Expression of cytokeratin 10, 16 and 17 as biomarkers differentiating odontogenic keratocysts from dentigerous cysts.
10.5125/jkaoms.2012.38.2.78
- Author:
Jung Min KIM
1
;
So Young CHOI
;
Chin Soo KIM
Author Information
1. Department of Oral and Maxillofacial Surgery, School of Dentistry, Kyungpook National University, Daegu, Korea. kimcs@knu.ac.kr
- Publication Type:Original Article
- Keywords:
Cytokeratin 10, 16, and 17;
Odontogenic keratocyst;
Dentigerous cyst
- MeSH:
Biomarkers;
Dentigerous Cyst;
Diagnosis, Differential;
Imines;
Keratins;
Odontogenic Cysts;
Thiazines
- From:Journal of the Korean Association of Oral and Maxillofacial Surgeons
2012;38(2):78-84
- CountryRepublic of Korea
- Language:English
-
Abstract:
OBJECTIVES: Odontogenic keratocysts (OKCs) have a tendency to recur and possess an aggressive nature. the aim of the present study was to evaluate cytokeratin (CK) expression patterns as a method for the differentiation between dentigerous cysts (DCs) and OKCs, as their histomorphologic appearance are often indistinguishable.
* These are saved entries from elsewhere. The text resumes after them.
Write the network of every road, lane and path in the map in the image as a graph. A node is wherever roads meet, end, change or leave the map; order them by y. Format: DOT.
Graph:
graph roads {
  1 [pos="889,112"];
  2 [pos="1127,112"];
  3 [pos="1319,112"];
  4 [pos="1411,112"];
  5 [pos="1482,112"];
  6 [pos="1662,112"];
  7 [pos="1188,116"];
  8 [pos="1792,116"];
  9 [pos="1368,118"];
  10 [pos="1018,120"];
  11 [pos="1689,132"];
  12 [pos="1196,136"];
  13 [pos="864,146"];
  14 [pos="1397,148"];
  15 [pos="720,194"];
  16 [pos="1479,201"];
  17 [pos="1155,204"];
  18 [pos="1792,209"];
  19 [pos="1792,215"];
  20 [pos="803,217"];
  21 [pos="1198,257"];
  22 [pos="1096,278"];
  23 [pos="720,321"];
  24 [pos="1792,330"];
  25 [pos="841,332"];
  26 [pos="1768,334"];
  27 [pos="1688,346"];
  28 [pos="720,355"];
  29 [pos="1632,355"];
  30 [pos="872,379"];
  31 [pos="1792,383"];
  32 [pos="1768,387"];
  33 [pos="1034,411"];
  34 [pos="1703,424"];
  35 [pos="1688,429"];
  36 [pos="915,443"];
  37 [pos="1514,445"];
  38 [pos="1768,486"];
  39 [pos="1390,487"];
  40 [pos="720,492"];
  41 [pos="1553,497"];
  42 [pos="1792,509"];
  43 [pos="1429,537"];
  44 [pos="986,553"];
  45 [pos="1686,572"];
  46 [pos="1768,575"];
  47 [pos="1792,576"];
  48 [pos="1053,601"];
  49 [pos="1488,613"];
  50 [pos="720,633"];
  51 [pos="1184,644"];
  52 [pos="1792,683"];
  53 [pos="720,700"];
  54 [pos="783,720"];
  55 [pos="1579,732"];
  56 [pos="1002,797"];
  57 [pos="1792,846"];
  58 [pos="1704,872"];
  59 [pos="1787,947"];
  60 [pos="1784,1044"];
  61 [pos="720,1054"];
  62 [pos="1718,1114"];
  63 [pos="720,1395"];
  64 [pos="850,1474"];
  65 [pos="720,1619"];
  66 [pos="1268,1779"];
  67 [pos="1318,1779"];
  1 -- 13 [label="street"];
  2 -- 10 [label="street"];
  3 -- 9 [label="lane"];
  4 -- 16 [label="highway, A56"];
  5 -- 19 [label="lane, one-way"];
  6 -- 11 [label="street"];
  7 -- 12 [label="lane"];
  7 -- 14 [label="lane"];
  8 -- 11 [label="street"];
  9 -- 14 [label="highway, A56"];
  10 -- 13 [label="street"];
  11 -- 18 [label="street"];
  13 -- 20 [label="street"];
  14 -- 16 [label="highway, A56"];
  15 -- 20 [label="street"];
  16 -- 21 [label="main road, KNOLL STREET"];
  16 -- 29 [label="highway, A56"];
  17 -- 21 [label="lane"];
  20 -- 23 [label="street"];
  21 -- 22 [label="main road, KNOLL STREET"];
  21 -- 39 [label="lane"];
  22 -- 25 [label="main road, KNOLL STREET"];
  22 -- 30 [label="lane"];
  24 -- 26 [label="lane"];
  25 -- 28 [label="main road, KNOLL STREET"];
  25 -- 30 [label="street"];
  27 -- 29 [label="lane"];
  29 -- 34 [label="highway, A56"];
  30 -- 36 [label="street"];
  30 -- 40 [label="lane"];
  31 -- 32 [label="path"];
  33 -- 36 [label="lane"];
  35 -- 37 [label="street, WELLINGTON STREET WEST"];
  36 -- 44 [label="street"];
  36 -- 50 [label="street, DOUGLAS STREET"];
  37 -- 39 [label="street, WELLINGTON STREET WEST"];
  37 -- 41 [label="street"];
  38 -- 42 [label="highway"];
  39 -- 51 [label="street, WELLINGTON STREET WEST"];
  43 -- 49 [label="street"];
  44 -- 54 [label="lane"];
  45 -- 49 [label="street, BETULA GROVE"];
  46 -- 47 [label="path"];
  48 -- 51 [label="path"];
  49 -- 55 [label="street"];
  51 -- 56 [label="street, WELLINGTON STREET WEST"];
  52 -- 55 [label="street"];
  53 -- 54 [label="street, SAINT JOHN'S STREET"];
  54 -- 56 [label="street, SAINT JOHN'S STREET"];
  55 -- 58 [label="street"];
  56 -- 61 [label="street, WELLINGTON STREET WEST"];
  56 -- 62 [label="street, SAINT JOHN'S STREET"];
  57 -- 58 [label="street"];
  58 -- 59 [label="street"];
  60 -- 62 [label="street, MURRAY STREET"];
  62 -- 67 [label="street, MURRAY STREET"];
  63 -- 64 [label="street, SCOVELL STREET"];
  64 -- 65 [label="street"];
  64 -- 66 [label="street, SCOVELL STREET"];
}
MATERIALS AND METHODS: Formalin-fixed, paraffin-embedded tissue sections of 43 OKCs and 38 DCs were immunohistochemically analyzed with i-solution in a quantitative manner in order to evaluate the immunoreactivity of CK 10, 16 and 17. RESULTS: CK 10 expression was evident in 79.1% of OKCs but found in only 18.4% of DCs (P<0.05), and CK 10 expression was observed to occur more frequently in OKCs (mean 25.45%) than in DCs (2.19%) (P<0.05). The expression of CK 16 was evident in 79.1% of OKCs but found in only 7.9% of the DCs (P<0.05) and CK 16 expression was observed to occur more frequently in OKCs (mean 4.33%) than in the DCs (0.61%) (P<0.05). The expression of CK 17 was evident in 88.4% of OKCs but seen in only 15.7% of the DCs (P<0.05) and CK 17 expression was observed to occur more frequently in OKCs (mean 31.11%) than in the DCs (2.37%) (P<0.05). CONCLUSION: The immunohistochemical detection of CK 10, 16 and 17 can be utilized as a valuable biomarker for use in distinguishing between OKCs and DCs, which have clinically significant differential diagnoses.